__EXERCISE OBJECTIVE__
Reproduce each entry exactly.

__Stored items__
◆ ◆ ◆ ◆ ◆
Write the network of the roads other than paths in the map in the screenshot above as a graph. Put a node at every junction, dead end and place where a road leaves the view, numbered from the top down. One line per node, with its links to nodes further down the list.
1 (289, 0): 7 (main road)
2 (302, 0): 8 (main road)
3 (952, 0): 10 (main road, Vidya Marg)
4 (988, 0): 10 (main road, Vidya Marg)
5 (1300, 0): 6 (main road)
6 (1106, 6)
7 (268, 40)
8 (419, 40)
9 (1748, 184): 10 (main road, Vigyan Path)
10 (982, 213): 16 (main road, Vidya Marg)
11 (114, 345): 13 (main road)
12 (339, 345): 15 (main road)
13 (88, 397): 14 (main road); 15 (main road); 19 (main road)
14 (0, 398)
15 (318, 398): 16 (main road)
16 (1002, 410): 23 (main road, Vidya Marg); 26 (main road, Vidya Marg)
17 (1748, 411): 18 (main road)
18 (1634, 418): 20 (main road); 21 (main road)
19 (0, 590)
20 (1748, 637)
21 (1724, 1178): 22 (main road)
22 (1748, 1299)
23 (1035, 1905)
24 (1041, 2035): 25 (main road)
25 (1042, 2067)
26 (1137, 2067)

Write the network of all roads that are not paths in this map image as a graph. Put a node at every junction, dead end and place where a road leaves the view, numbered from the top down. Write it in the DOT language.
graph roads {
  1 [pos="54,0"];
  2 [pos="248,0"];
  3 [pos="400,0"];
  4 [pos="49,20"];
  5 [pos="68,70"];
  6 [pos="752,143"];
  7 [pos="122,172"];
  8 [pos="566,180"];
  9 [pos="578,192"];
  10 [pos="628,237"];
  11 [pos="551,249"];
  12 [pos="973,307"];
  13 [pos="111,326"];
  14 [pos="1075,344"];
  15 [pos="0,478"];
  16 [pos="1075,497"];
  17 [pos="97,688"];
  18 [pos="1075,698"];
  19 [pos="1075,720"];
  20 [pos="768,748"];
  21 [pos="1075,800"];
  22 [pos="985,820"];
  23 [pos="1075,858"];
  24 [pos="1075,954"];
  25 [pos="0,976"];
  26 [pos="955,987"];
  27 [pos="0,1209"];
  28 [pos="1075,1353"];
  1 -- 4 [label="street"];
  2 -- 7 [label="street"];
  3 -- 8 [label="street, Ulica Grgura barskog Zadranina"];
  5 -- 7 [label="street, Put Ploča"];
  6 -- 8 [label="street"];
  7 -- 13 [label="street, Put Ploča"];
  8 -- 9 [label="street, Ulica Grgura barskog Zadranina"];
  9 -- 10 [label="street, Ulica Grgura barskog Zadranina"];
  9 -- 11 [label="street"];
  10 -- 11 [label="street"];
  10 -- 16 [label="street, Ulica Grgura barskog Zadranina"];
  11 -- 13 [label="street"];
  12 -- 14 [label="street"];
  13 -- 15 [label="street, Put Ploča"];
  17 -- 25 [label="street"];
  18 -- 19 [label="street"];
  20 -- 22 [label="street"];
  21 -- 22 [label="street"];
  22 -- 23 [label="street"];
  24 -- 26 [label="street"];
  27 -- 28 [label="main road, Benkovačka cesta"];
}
◆ ◆ ◆ ◆ ◆
__RESPONSE BELOW__
Write the network of the roads other than paths in the map in the screenshot above as a graph. Put a node at every junction, dead end and place where a road leaves the view, numbered from the top down. One line per node, with its links to nodes further down the list.
1 (289, 0): 7 (main road)
2 (302, 0): 8 (main road)
3 (952, 0): 10 (main road, Vidya Marg)
4 (988, 0): 10 (main road, Vidya Marg)
5 (1300, 0): 6 (main road)
6 (1106, 6)
7 (268, 40)
8 (419, 40)
9 (1748, 184): 10 (main road, Vigyan Path)
10 (982, 213): 16 (main road, Vidya Marg)
11 (114, 345): 13 (main road)
12 (339, 345): 15 (main road)
13 (88, 397): 14 (main road); 15 (main road); 19 (main road)
14 (0, 398)
15 (318, 398): 16 (main road)
16 (1002, 410): 23 (main road, Vidya Marg); 26 (main road, Vidya Marg)
17 (1748, 411): 18 (main road)
18 (1634, 418): 20 (main road); 21 (main road)
19 (0, 590)
20 (1748, 637)
21 (1724, 1178): 22 (main road)
22 (1748, 1299)
23 (1035, 1905)
24 (1041, 2035): 25 (main road)
25 (1042, 2067)
26 (1137, 2067)

Write the network of all roads that are not paths in this map image as a graph. Put a node at every junction, dead end and place where a road leaves the view, numbered from the top down. Write it in the DOT language.
graph roads {
  1 [pos="54,0"];
  2 [pos="248,0"];
  3 [pos="400,0"];
  4 [pos="49,20"];
  5 [pos="68,70"];
  6 [pos="752,143"];
  7 [pos="122,172"];
  8 [pos="566,180"];
  9 [pos="578,192"];
  10 [pos="628,237"];
  11 [pos="551,249"];
  12 [pos="973,307"];
  13 [pos="111,326"];
  14 [pos="1075,344"];
  15 [pos="0,478"];
  16 [pos="1075,497"];
  17 [pos="97,688"];
  18 [pos="1075,698"];
  19 [pos="1075,720"];
  20 [pos="768,748"];
  21 [pos="1075,800"];
  22 [pos="985,820"];
  23 [pos="1075,858"];
  24 [pos="1075,954"];
  25 [pos="0,976"];
  26 [pos="955,987"];
  27 [pos="0,1209"];
  28 [pos="1075,1353"];
  1 -- 4 [label="street"];
  2 -- 7 [label="street"];
  3 -- 8 [label="street, Ulica Grgura barskog Zadranina"];
  5 -- 7 [label="street, Put Ploča"];
  6 -- 8 [label="street"];
  7 -- 13 [label="street, Put Ploča"];
  8 -- 9 [label="street, Ulica Grgura barskog Zadranina"];
  9 -- 10 [label="street, Ulica Grgura barskog Zadranina"];
  9 -- 11 [label="street"];
  10 -- 11 [label="street"];
  10 -- 16 [label="street, Ulica Grgura barskog Zadranina"];
  11 -- 13 [label="street"];
  12 -- 14 [label="street"];
  13 -- 15 [label="street, Put Ploča"];
  17 -- 25 [label="street"];
  18 -- 19 [label="street"];
  20 -- 22 [label="street"];
  21 -- 22 [label="street"];
  22 -- 23 [label="street"];
  24 -- 26 [label="street"];
  27 -- 28 [label="main road, Benkovačka cesta"];
}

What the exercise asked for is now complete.